> Collection entries:

=== Begin Enclosure ===

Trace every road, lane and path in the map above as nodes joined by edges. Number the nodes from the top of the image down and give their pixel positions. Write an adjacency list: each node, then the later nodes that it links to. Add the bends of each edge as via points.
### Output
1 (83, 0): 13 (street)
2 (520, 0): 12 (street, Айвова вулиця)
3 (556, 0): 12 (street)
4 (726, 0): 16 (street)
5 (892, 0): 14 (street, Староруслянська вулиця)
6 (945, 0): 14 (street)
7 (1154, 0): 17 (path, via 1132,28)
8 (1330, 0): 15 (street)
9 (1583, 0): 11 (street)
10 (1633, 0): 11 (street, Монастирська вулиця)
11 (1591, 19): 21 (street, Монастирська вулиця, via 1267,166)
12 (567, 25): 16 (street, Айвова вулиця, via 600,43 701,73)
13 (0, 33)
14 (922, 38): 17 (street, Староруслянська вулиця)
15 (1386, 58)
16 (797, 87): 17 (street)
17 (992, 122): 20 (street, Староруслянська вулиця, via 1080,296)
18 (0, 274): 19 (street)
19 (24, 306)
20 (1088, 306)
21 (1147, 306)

=== End Enclosure ===
=== Begin Enclosure ===

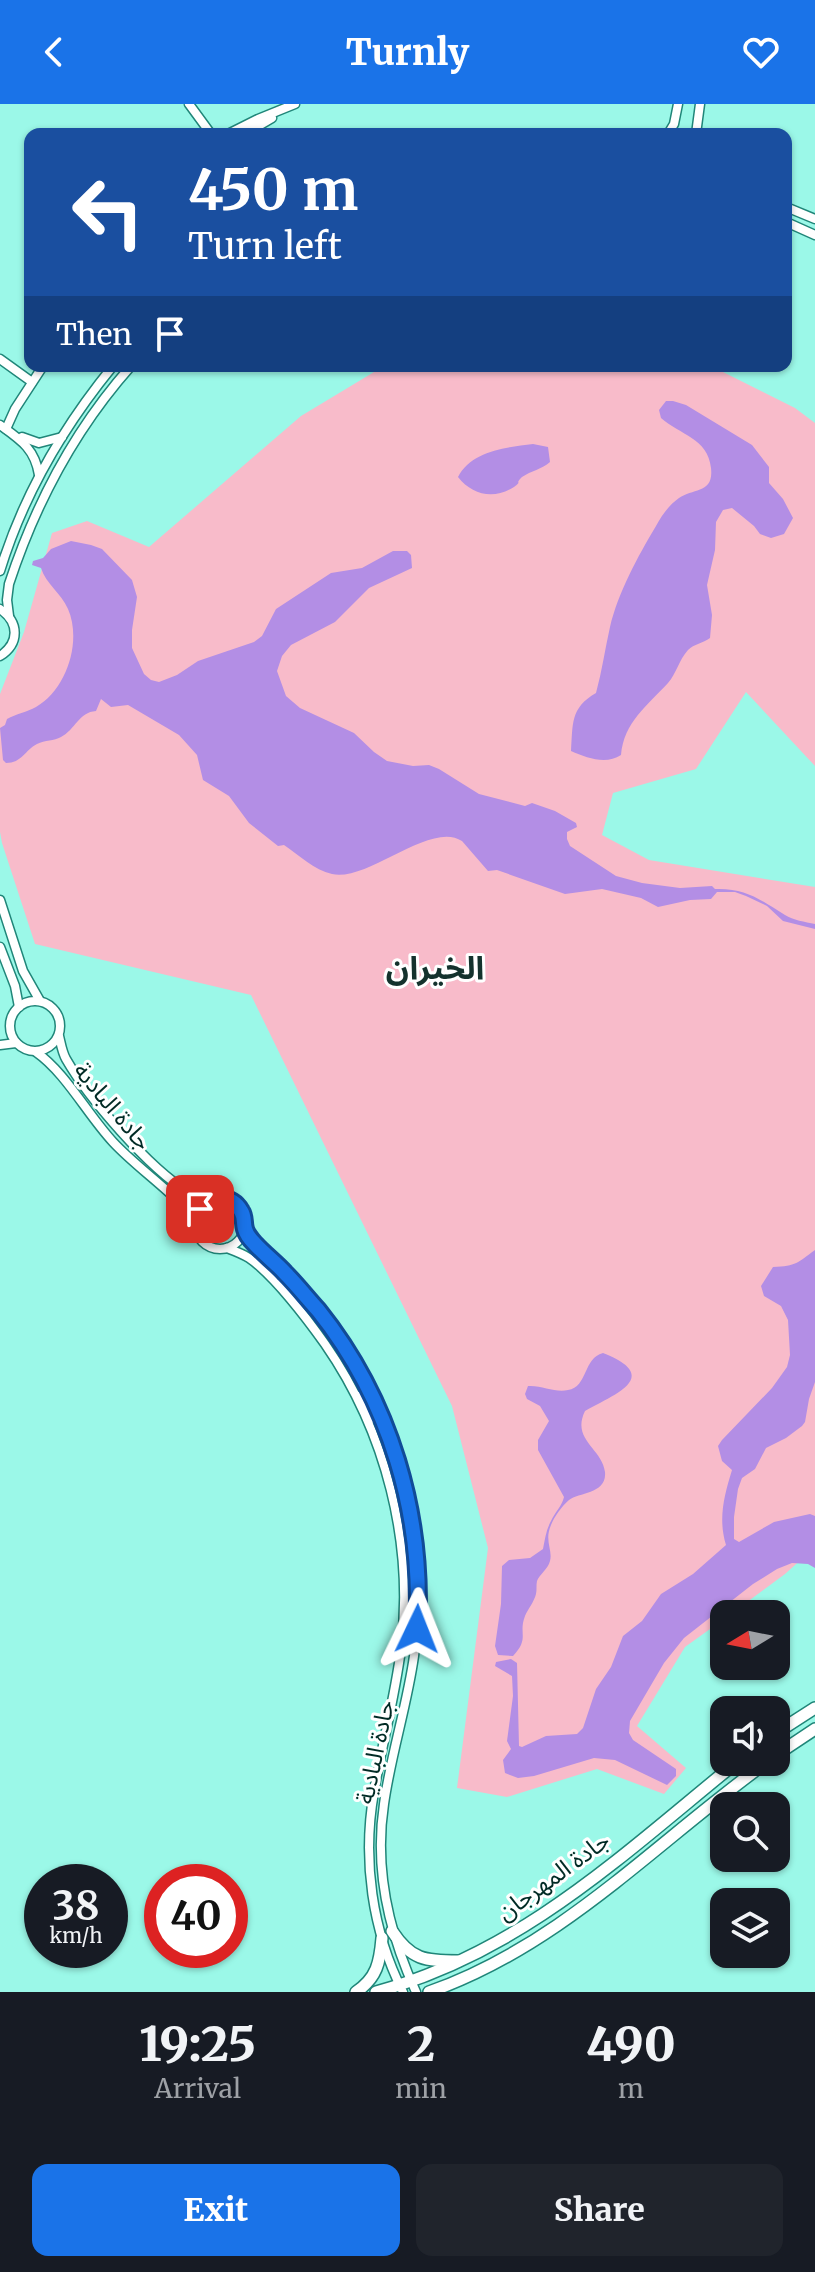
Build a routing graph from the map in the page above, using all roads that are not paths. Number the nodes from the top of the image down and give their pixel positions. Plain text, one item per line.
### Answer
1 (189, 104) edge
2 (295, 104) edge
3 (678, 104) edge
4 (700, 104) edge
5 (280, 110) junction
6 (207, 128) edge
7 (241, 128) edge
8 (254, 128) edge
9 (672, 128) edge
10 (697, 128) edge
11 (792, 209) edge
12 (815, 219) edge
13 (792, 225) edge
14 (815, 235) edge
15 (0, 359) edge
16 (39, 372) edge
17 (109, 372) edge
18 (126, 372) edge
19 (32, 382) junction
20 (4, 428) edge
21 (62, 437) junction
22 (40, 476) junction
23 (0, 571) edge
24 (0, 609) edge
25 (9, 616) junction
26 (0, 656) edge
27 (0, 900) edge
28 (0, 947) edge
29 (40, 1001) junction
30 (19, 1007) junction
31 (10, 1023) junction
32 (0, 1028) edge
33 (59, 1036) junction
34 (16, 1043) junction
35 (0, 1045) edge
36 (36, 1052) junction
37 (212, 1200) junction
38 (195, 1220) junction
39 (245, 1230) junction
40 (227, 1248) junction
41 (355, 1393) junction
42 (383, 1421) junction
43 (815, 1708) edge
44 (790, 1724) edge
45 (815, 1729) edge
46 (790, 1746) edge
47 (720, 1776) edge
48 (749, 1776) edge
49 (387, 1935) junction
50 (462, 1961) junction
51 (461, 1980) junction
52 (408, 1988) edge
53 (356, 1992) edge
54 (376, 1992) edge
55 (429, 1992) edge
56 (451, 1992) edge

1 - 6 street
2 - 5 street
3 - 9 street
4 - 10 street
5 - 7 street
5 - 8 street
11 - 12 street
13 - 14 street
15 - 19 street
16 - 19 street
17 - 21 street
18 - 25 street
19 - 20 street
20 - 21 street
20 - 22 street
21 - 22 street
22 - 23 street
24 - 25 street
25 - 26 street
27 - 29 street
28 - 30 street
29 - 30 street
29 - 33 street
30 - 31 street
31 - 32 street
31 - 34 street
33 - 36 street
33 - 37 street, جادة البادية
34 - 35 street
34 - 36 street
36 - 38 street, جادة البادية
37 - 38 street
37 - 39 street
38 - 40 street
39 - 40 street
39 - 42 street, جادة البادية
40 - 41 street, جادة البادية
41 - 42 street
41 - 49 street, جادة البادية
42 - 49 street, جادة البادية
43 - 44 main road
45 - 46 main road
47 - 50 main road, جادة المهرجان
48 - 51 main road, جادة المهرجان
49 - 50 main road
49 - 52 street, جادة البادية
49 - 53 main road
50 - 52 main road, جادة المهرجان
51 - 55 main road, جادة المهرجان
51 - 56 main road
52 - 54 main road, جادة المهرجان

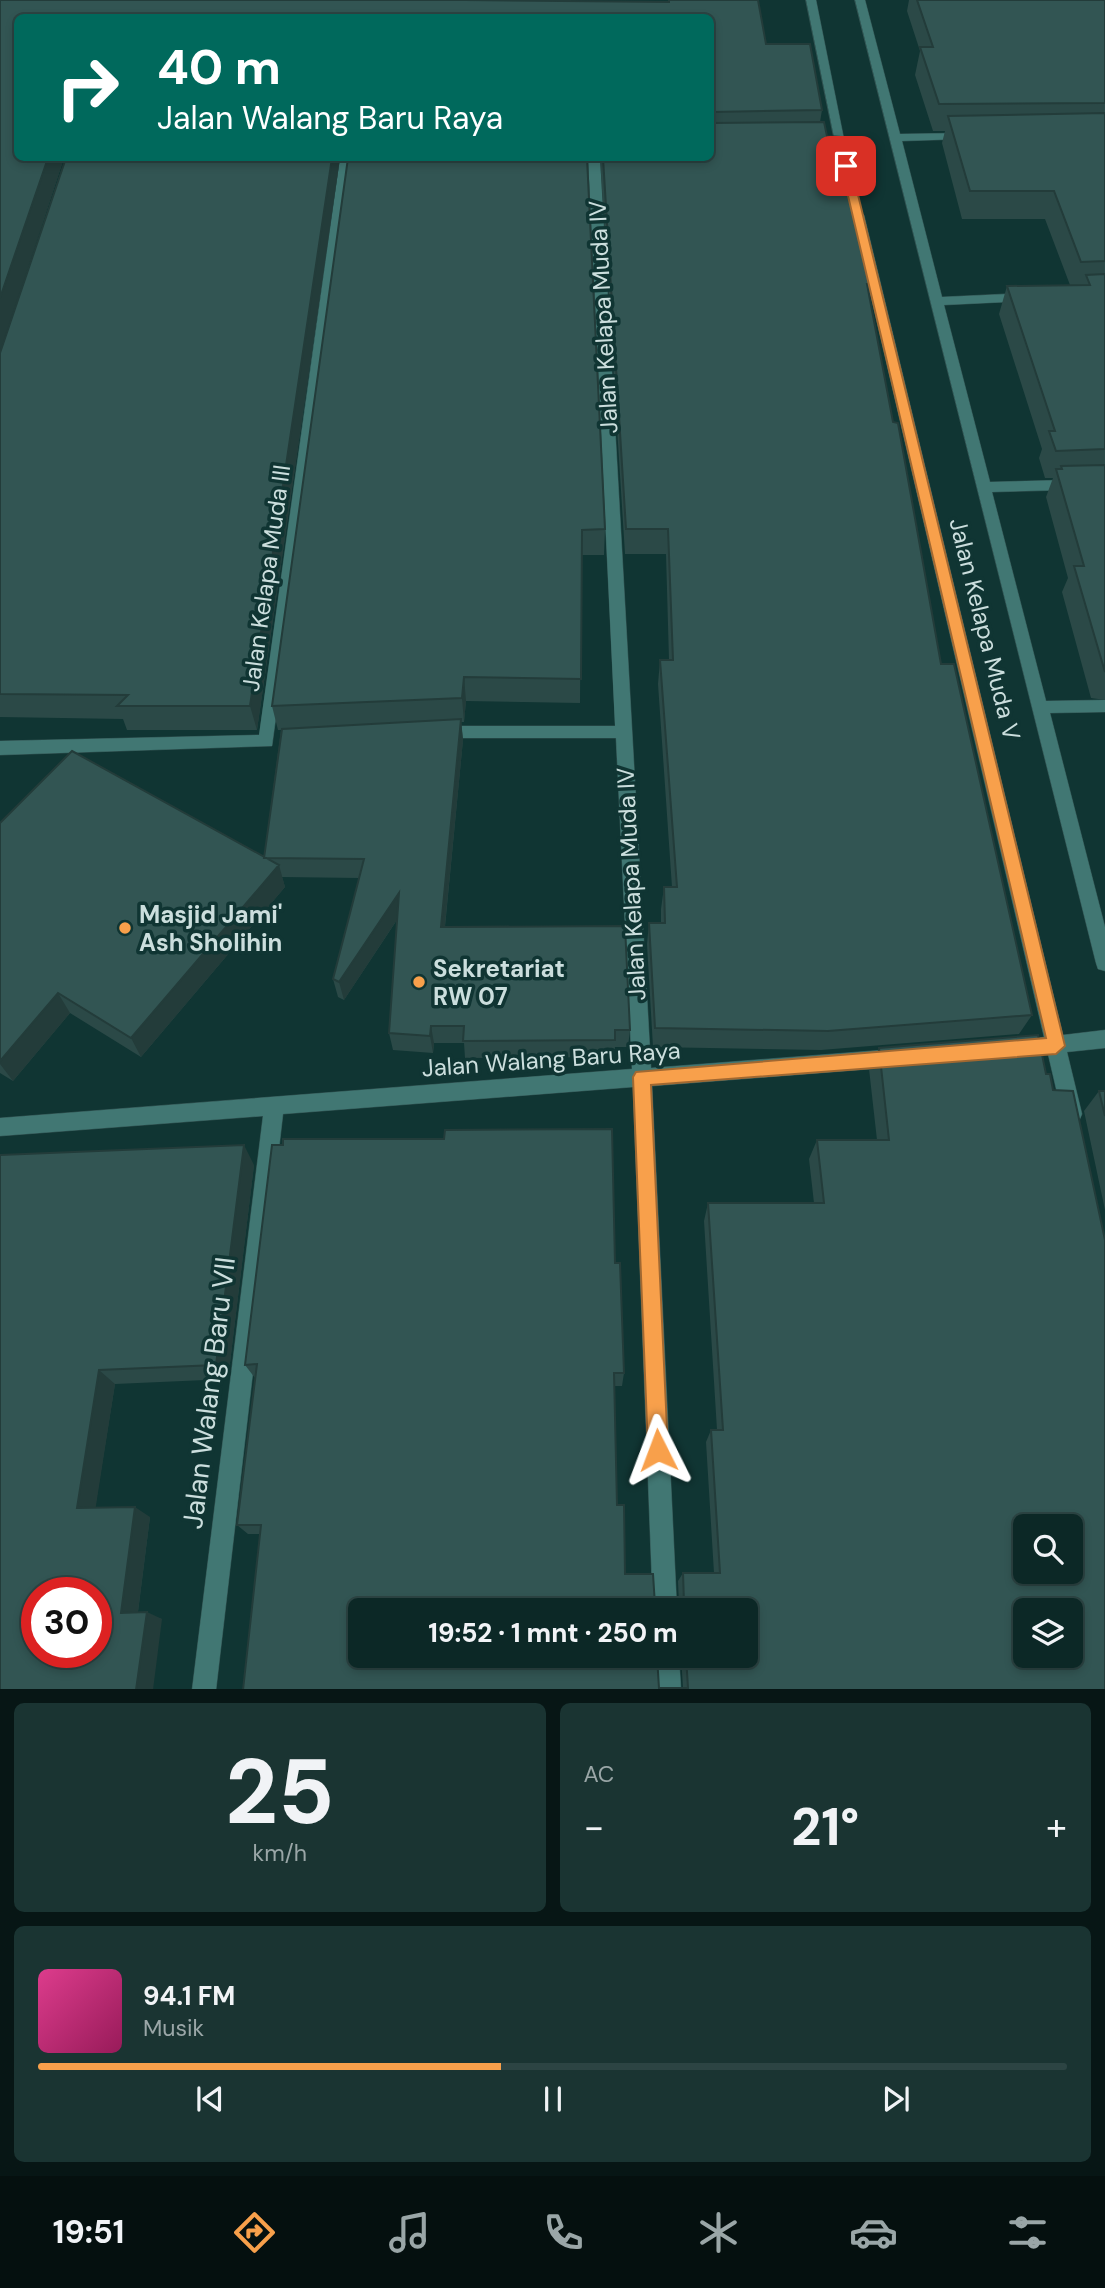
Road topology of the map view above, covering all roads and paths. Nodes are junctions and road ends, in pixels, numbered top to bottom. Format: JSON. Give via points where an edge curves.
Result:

=== End Enclosure ===

> What is expected: In the records above, count the lines that contain the word "roads" and state only that count.

> Task output: 2